Only a number is wanted: how many lines in these records contain the word "leaves"?
╭─ SUPPLIED MATERIAL
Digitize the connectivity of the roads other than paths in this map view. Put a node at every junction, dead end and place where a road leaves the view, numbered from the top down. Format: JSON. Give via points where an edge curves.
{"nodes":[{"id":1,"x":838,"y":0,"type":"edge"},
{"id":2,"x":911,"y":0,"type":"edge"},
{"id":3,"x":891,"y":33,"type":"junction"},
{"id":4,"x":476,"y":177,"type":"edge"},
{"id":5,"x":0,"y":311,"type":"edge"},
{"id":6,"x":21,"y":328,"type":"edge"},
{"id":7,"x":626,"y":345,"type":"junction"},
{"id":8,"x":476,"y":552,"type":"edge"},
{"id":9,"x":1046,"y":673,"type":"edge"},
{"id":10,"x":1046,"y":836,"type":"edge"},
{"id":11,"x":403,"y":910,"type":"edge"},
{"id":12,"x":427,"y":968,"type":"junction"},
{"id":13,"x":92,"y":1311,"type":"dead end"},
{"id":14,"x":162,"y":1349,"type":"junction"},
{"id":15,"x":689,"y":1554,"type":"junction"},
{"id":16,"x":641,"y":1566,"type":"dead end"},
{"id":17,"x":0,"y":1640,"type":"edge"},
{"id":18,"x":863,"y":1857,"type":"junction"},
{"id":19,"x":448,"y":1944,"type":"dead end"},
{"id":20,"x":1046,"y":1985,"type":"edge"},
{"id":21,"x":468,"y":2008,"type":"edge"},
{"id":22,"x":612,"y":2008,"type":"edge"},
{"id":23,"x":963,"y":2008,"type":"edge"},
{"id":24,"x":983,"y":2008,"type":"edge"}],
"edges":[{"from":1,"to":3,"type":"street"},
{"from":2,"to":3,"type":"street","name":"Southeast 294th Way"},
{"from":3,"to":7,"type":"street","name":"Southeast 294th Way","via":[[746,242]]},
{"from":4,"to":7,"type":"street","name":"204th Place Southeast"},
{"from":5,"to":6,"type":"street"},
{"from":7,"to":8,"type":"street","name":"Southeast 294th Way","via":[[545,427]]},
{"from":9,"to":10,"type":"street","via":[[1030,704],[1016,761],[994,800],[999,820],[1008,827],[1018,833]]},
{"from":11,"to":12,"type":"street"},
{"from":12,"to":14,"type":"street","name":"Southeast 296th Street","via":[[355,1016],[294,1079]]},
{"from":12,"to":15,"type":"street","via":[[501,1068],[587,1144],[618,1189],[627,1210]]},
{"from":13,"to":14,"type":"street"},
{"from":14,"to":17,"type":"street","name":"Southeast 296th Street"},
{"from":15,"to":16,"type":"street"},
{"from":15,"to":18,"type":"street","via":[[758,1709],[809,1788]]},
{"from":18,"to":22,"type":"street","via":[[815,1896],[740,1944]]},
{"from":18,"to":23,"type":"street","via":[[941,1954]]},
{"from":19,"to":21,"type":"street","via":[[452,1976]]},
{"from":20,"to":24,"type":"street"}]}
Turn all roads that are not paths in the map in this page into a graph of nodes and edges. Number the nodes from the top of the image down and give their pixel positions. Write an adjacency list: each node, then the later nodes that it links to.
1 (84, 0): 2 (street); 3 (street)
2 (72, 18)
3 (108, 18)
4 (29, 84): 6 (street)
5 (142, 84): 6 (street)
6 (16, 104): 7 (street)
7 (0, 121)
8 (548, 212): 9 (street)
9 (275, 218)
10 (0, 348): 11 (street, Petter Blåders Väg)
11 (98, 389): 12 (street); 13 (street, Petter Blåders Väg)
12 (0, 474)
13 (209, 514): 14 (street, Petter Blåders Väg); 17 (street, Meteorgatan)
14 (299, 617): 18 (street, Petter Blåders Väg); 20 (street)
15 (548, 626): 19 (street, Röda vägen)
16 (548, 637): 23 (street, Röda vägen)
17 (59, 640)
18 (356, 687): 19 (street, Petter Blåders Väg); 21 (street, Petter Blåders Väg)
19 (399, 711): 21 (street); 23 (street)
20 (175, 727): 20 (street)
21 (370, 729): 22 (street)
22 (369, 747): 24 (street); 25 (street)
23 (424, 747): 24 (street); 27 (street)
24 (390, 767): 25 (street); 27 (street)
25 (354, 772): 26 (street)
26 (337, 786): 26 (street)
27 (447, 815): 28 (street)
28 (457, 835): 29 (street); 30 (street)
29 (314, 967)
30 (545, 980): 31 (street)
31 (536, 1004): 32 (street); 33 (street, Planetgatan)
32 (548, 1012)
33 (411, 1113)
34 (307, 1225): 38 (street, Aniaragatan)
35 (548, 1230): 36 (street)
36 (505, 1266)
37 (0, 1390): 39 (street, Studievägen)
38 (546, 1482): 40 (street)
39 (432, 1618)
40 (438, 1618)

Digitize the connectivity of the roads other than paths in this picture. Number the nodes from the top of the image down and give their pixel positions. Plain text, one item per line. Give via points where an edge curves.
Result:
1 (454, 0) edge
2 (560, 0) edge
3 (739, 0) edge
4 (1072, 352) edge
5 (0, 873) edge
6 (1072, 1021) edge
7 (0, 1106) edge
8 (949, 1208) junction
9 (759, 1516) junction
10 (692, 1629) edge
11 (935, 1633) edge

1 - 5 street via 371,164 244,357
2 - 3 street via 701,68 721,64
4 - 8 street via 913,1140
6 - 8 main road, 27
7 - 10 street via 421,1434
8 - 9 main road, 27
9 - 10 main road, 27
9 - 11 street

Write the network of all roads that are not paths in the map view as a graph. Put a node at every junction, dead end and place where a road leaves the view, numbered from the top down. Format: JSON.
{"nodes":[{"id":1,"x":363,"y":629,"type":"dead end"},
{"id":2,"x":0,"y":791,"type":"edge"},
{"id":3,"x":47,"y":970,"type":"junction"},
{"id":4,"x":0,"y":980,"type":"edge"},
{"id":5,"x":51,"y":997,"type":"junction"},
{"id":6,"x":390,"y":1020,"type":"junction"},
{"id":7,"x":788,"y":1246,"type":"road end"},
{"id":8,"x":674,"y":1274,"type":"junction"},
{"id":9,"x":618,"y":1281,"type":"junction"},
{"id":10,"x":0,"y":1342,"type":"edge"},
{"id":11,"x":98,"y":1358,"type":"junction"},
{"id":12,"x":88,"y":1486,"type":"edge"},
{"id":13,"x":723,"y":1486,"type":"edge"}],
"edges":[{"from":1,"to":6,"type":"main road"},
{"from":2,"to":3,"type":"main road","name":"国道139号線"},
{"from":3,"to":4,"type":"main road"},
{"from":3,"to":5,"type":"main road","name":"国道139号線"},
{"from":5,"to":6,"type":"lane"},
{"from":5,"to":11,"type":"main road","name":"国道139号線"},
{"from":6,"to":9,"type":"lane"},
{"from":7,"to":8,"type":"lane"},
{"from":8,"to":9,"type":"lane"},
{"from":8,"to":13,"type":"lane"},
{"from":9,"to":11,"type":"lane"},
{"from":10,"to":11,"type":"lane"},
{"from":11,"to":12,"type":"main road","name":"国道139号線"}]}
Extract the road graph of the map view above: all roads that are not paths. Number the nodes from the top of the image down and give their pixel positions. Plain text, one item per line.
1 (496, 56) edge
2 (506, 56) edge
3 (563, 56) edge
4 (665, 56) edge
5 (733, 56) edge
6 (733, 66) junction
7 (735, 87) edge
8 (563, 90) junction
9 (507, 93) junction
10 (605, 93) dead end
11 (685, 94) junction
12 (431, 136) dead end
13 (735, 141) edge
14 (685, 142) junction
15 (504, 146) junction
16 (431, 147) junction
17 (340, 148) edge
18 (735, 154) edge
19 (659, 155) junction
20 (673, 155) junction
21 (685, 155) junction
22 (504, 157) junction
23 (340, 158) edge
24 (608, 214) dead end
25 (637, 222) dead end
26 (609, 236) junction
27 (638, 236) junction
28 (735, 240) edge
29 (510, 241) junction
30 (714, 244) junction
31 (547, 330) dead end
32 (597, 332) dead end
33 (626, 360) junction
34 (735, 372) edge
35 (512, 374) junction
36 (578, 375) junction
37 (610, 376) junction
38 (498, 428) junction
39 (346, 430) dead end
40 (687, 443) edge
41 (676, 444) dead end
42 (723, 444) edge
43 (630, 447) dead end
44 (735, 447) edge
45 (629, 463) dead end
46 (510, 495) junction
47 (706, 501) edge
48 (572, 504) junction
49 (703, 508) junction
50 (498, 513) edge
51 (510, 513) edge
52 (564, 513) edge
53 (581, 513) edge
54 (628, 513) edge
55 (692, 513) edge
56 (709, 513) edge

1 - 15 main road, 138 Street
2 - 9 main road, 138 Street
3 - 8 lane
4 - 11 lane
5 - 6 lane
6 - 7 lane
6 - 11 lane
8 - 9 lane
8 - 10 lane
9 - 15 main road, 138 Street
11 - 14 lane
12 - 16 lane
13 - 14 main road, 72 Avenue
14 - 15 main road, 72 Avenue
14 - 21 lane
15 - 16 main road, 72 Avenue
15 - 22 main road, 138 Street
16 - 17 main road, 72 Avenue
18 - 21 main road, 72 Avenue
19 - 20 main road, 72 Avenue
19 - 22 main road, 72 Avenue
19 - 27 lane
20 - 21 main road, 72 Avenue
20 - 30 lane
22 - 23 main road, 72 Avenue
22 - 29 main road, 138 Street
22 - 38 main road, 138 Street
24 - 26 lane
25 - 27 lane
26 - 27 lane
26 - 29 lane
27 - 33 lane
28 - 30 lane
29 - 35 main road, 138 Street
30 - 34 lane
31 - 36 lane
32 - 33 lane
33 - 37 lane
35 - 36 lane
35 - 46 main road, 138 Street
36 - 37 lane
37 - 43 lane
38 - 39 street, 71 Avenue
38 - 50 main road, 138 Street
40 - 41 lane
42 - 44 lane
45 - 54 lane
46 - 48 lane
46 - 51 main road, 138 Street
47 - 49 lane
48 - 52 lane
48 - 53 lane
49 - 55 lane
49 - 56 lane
╰─
THE ANSWER:
2